A paixão pelas tatuagens pode crescer e alcançar diferentes esferas da vida daqueles que as fazem. É o caso do tatuador Leandro Oliveira Schneicher, 30. Aos 18 anos, ele fez suas primeiras tatuagens, quando ainda trabalhava com seus pais em Santa Catarina, no sul do país. Hoje, mudou-se para São Paulo e está se especializando no ramo.

Acima de uma das sobrancelhas, Leandro tem tatuada a palavra "camaleão", uma referência a seu apelido. "Eu tenho vitiligo [doença que causa perda de coloração da pele], estabilizado há muitos anos, mas, quando eu fiz minha primeira tatuagem, o pessoal falou que parecia um camaleão, por estar mudando de cor", esclarece.

Ele também tem na face um desenho do animal que é seu apelido, uma máquina de fazer tatuagens e a palavra "atitude". Algumas tatuagens na cabeça se aproximam do rosto e Leandro também conta com uma nos lábios.

Leandro Oliveira Schneider, 30, decidiu abraçar a paixão pela tatuagem como profissão. - Adriano Vizoni/Folhapress

"Quando eu fiz a primeira no rosto, fiquei apaixonado, passei a gostar mais de mim.

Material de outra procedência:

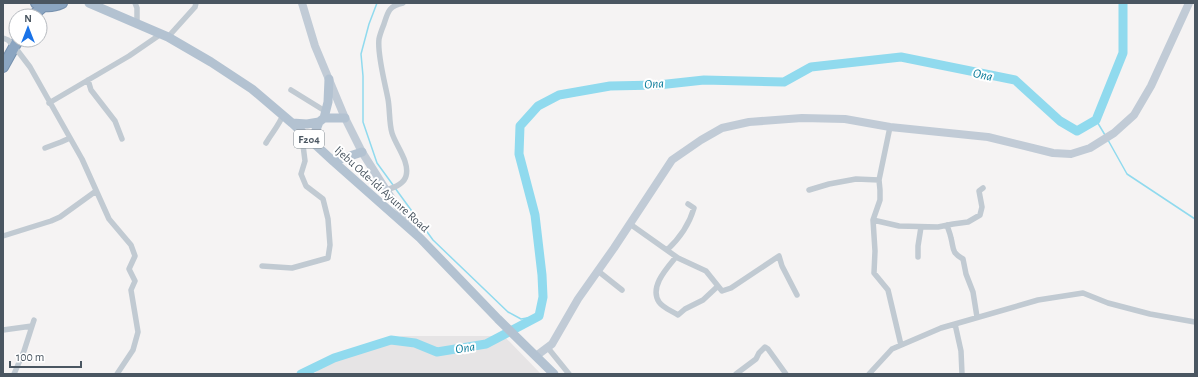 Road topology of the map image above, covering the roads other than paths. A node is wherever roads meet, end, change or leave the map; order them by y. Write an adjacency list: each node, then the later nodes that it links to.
1 (62, 3): 8 (highway)
2 (90, 3): 9 (main road, Ijebu Ode-Idi Ayunre Road / F204)
3 (135, 3): 9 (street)
4 (196, 3): 10 (street)
5 (302, 3): 14 (street)
6 (402, 3): 33 (street)
7 (1189, 3): 22 (street)
8 (40, 5)
9 (137, 24): 10 (main road, Ijebu Ode-Idi Ayunre Road / F204)
10 (164, 36): 15 (street); 18 (main road, Ijebu Ode-Idi Ayunre Road / F204)
11 (13, 48): 13 (highway)
12 (19, 48): 17 (street)
13 (3, 68)
14 (329, 79): 19 (main road); 20 (street)
15 (88, 80): 17 (street); 25 (street)
16 (291, 90): 19 (street)
17 (49, 103): 24 (street)
18 (283, 115): 21 (main road, Ijebu Ode-Idi Ayunre Road / F204); 26 (street)
19 (323, 117): 20 (main road); 21 (main road); 27 (main road)
20 (345, 118): 29 (street)
21 (292, 123): 23 (main road, Ijebu Ode-Idi Ayunre Road / F204)
22 (890, 127): 31 (street); 38 (street)
23 (306, 136): 27 (main road, Ijebu Ode-Idi Ayunre Road / F204); 46 (street)
24 (70, 138): 28 (street); 35 (street)
25 (122, 139)
26 (266, 143)
27 (314, 144): 30 (main road, Ijebu Ode-Idi Ayunre Road / F204)
28 (45, 148)
29 (362, 152): 30 (main road); 33 (street)
30 (333, 161): 42 (main road, Ijebu Ode-Idi Ayunre Road / F204)
31 (879, 180): 34 (street); 37 (street)
32 (983, 188): 39 (street)
33 (389, 189): 42 (street)
34 (809, 190)
35 (96, 191): 41 (street); 59 (street)
36 (688, 204): 43 (street)
37 (873, 220): 40 (street); 55 (street)
38 (630, 224): 43 (street); 47 (street)
39 (947, 225): 40 (street); 51 (street)
40 (921, 227): 45 (street)
41 (3, 236)
42 (420, 238): 57 (main road, Ijebu Ode-Idi Ayunre Road / F204)
43 (667, 250): 44 (street)
44 (676, 256): 48 (street); 48 (street)
45 (918, 257)
46 (262, 266)
47 (598, 270): 49 (street); 56 (street)
48 (718, 286): 50 (street)
49 (622, 290)
50 (797, 295)
51 (977, 317): 52 (street); 53 (street)
52 (1195, 322)
53 (955, 324): 55 (street); 65 (street)
54 (3, 330): 58 (street)
55 (901, 346): 64 (street)
56 (548, 348): 57 (street); 61 (street)
57 (536, 356): 60 (main road, Ijebu Ode-Idi Ayunre Road / F204)
58 (14, 374)
59 (117, 374)
60 (554, 374)
61 (569, 374)
62 (736, 374): 63 (street)
63 (786, 374)
64 (869, 374)
65 (962, 374)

Na hora, minha mãe não gostou, mas depois entendeu e, hoje em dia, ela gosta", comenta o tatuador.

Leandro diz que já perdeu uma oportunidade de emprego de garçom em um restaurante por causa das tatuagens. "Por telefone, eu avisei que tinha tatuagens e o cara disse que não teria problemas. Quando cheguei para a entrevista, ele viu que era no rosto e disse que a vaga já tinha sido preenchida", explica.

Registro permanente de suas raízes

No sábado (10), a fotógrafa e educadora Nay Jinknss, 31, fez sua primeira tatuagem no rosto. Na região da bochecha, embaixo do olho direito, registrou em tinta permanente a palavra "Ananin", termo que vem do tupi e dá nome a sua cidade, Ananindeua, no Pará.

Para Nay, há espaços de aproximação e afastamento quando o assunto é tatuagem. Formada em artes visuais, dá aulas para alunos da educação básica e ensino médio. Ela explica que, como professora de artes, suas tatuagens nunca foram um problema.

Há 12 anos trabalhando com fotografia, um de seus locais de trabalho é o mercado Ver-o-Peso, uma feira a céu aberto em Belém, no Pará. Lá, são vendidos peixes, frutas, sementes, temperos, remédios naturais e muitos outros produtos.

"Por mais que eu seja uma mulher documentando rua, a tatuagem dentro desse espaço do mercado me aproxima muito das pessoas que eu estou documentando, sejam moradores, trabalhadores, frequentadores e até moradores de rua", explica a fotógrafa.

Nos espaços mais formais, diz ela, a sensação é de afastamento. Nay conta que, antes mesmo de ter a tatuagem no rosto, foi fazer fotos em um hospital com uma pintura indígena na face e teve sua entrada proibida.

Antes de tatuar a face, a fotógrafa conta que tinha alguns receios, principalmente sobre a reação de sua mãe. Ela explica que, após refletir, reconheceu sua independência, a liberdade que seu trabalho proporciona e tomou a decisão.

"Em muitos lugares, inclusive no Brasil, a tatuagem é linguagem. Por que não se comunicar por elas?", questiona.